While I do not play much, I do keep an eye on TorilMUD still, and I am always interested when some long time mechanic gets changed. This time around it was age.
Back when it was created, in the Sojourn MUD days, it was an attempt to not only create a Forgotten Realms MUD, but also tried to bring Advanced Dungeons & Dragons 2.0 mechanics, so back when I started playing it in 1993 was a place where you could find THAC0.
One of the mechanics that they brought over was age. Age was very much a thing in long term AD&D campaigns, but it was also something that could be quite relative. You could spend a year in a campaign where your character would only age days.
In a real time, always running video game though, time keeps passing even when you’re logged off. In TorilMUD one real life minute is one in game hour, so every day in game, where 1,440 minutes pass, ages you 60 days. You are aging five years a real life month or 60 years in a real life year.

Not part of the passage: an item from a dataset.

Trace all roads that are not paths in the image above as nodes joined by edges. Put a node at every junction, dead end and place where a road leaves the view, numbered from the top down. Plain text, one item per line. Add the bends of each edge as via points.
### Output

I have characters from 2003 in the game, which means they’ve aged nearly a thousand years. Even my main, a half-elf who has had the rejuv treatment a few times, is pushing 700 years of age and has not benefited from the experience.
For elves, not a big deal. They just get better with age. But humans and half elves and… well… most everybody else… they have shorter life spans. A human rolls up at age 18, gains stamina into their 30s, and then starts to lose stamina and strength slowly after that. (Though, oddly , they kept gaining movement points, so you might have a weak, low hit point old paladin who could walk the length of the world as long as he wasn’t wearing any armor.)

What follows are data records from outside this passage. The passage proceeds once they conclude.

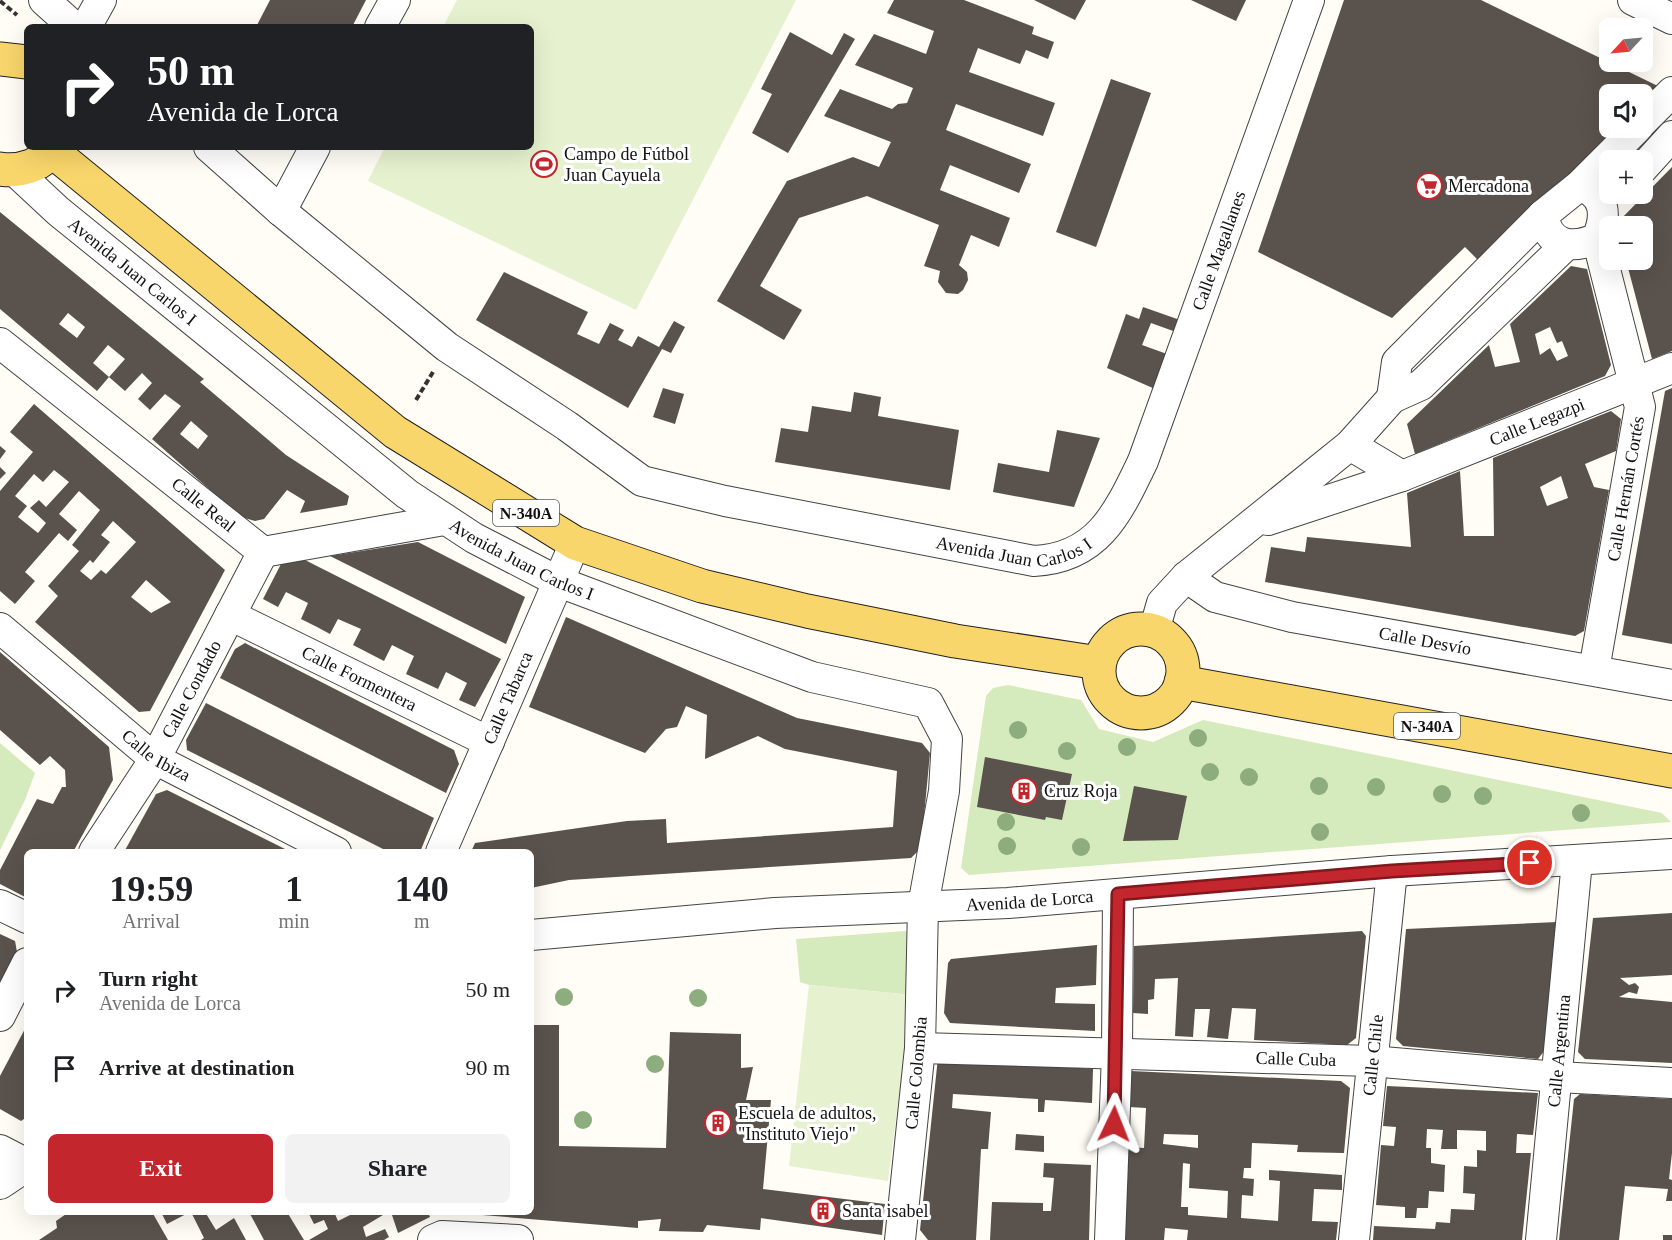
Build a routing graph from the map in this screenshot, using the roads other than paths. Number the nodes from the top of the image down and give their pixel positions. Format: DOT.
graph roads {
  1 [pos="44,0"];
  2 [pos="101,0"];
  3 [pos="395,0"];
  4 [pos="1309,0"];
  5 [pos="1633,0"];
  6 [pos="1672,19"];
  7 [pos="71,24"];
  8 [pos="88,24"];
  9 [pos="382,24"];
  10 [pos="0,59"];
  11 [pos="24,62"];
  12 [pos="1672,92"];
  13 [pos="1653,111"];
  14 [pos="1672,136"];
  15 [pos="1626,138"];
  16 [pos="53,150"];
  17 [pos="55,150"];
  18 [pos="212,150"];
  19 [pos="313,150"];
  20 [pos="1653,157"];
  21 [pos="7,170"];
  22 [pos="1579,186"];
  23 [pos="281,211"];
  24 [pos="1543,215"];
  25 [pos="1608,215"];
  26 [pos="1566,245"];
  27 [pos="0,342"];
  28 [pos="1672,368"];
  29 [pos="1636,382"];
  30 [pos="1392,398"];
  31 [pos="1350,445"];
  32 [pos="1402,476"];
  33 [pos="1125,499"];
  34 [pos="444,520"];
  35 [pos="1251,525"];
  36 [pos="575,543"];
  37 [pos="263,552"];
  38 [pos="1186,577"];
  39 [pos="559,582"];
  40 [pos="230,615"];
  41 [pos="0,628"];
  42 [pos="1154,631"];
  43 [pos="1099,663"];
  44 [pos="1594,670"];
  45 [pos="1181,681"];
  46 [pos="1672,685"];
  47 [pos="489,742"];
  48 [pos="155,759"];
  49 [pos="1672,771"];
  50 [pos="96,849"];
  51 [pos="330,849"];
  52 [pos="442,849"];
  53 [pos="1671,853"];
  54 [pos="1576,861"];
  55 [pos="1392,871"];
  56 [pos="1118,894"];
  57 [pos="0,905"];
  58 [pos="923,906"];
  59 [pos="24,917"];
  60 [pos="534,935"];
  61 [pos="24,969"];
  62 [pos="0,1016"];
  63 [pos="920,1048"];
  64 [pos="1117,1054"];
  65 [pos="1371,1061"];
  66 [pos="1557,1077"];
  67 [pos="1672,1083"];
  68 [pos="0,1150"];
  69 [pos="24,1163"];
  70 [pos="24,1167"];
  71 [pos="0,1184"];
  72 [pos="439,1232"];
  73 [pos="518,1240"];
  74 [pos="900,1240"];
  75 [pos="1110,1240"];
  76 [pos="1354,1240"];
  77 [pos="1541,1240"];
  1 -- 7 [label="street"];
  2 -- 8 [label="street"];
  3 -- 9 [label="street"];
  4 -- 33 [label="street, Calle Magallanes"];
  5 -- 6 [label="street"];
  10 -- 11 [label="main road"];
  12 -- 13 [label="street"];
  14 -- 20 [label="street"];
  15 -- 22 [label="street"];
  16 -- 21 [label="main road"];
  17 -- 36 [label="main road, N-340A"];
  18 -- 23 [label="street, Avenida Juan Carlos I"];
  19 -- 23 [label="street"];
  21 -- 34 [label="street, Avenida Juan Carlos I"];
  22 -- 24 [label="street"];
  22 -- 25 [label="street"];
  23 -- 33 [label="street, Avenida Juan Carlos I"];
  24 -- 26 [label="street"];
  24 -- 30 [label="street"];
  25 -- 26 [label="street"];
  25 -- 29 [label="street, Calle Hernán Cortés"];
  26 -- 30 [label="street"];
  27 -- 37 [label="street, Calle Real"];
  28 -- 29 [label="street, Calle Legazpi"];
  29 -- 32 [label="street, Calle Legazpi"];
  29 -- 44 [label="street, Calle Hernán Cortés"];
  30 -- 31 [label="street, Calle Legazpi"];
  31 -- 32 [label="street"];
  31 -- 35 [label="street, Calle Legazpi"];
  32 -- 35 [label="street, Calle Legazpi"];
  34 -- 37 [label="street"];
  34 -- 39 [label="street, Avenida Juan Carlos I"];
  35 -- 38 [label="street, Calle Legazpi"];
  36 -- 39 [label="street, Calle Tabarca"];
  36 -- 43 [label="main road, N-340A"];
  37 -- 40 [label="street, Calle Condado"];
  38 -- 42 [label="street, Calle Legazpi"];
  38 -- 44 [label="street, Calle Desvío"];
  39 -- 47 [label="street, Calle Tabarca"];
  39 -- 58 [label="street, Avenida Juan Carlos I"];
  40 -- 47 [label="street, Calle Formentera"];
  40 -- 48 [label="street, Calle Condado"];
  41 -- 48 [label="street, Calle Ibiza"];
  42 -- 43 [label="main road"];
  42 -- 45 [label="main road"];
  43 -- 45 [label="main road"];
  44 -- 46 [label="street, Calle Desvío"];
  45 -- 49 [label="main road, N-340A"];
  47 -- 52 [label="street, Calle Tabarca"];
  48 -- 50 [label="street, Calle Condado"];
  48 -- 51 [label="street, Calle Ibiza"];
  53 -- 54 [label="street, Avenida de Lorca"];
  54 -- 55 [label="street, Avenida de Lorca"];
  54 -- 66 [label="street, Calle Argentina"];
  55 -- 56 [label="street, Avenida de Lorca"];
  55 -- 65 [label="street, Calle Chile"];
  56 -- 58 [label="street, Avenida de Lorca"];
  56 -- 64 [label="street"];
  57 -- 59 [label="street"];
  58 -- 60 [label="street, Avenida de Lorca"];
  58 -- 63 [label="street, Calle Colombia"];
  61 -- 62 [label="street"];
  63 -- 64 [label="street, Calle Cuba"];
  63 -- 74 [label="street, Calle Colombia"];
  64 -- 65 [label="street, Calle Cuba"];
  64 -- 75 [label="street"];
  65 -- 66 [label="street, Calle Cuba"];
  65 -- 76 [label="street, Calle Chile"];
  66 -- 67 [label="street, Calle Cuba"];
  66 -- 77 [label="street, Calle Argentina"];
  68 -- 69 [label="street"];
  70 -- 71 [label="street"];
  72 -- 73 [label="street"];
}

To counter this, necromancers had a spell that would rejuvenate you, reducing your age to a more viable range. Like everything, there was some randomness to it, and inevitably I would be close to optimum and take one more hit only to roll big and end up younger than I wanted, losing a few hit point in that direction.

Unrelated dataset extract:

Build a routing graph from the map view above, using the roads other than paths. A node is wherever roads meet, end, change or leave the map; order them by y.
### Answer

There was also an issue with paladins interacting with necromancers at one point, though I think they relaxed that rule.
But now the devs have decided that maybe aging isn’t the best idea. So with the latest patch notes they have declared eternal youth:
We’ve removed character aging with this patch. The concept of character aging is a relic from the past that adds nothing to the game today, while punishing players returning from a hiatus. Your character’s age has now returned to the realm of your personal roleplaying, where it belongs.
So it goes. It fit into the world of 1993, and perhaps wasn’t a bad thing when the MUD was only running four or five years between pwipes. But now, 17 years into its current run, age is really more of a punishment than a useful mechanic.
But isn’t that the way it goes with life?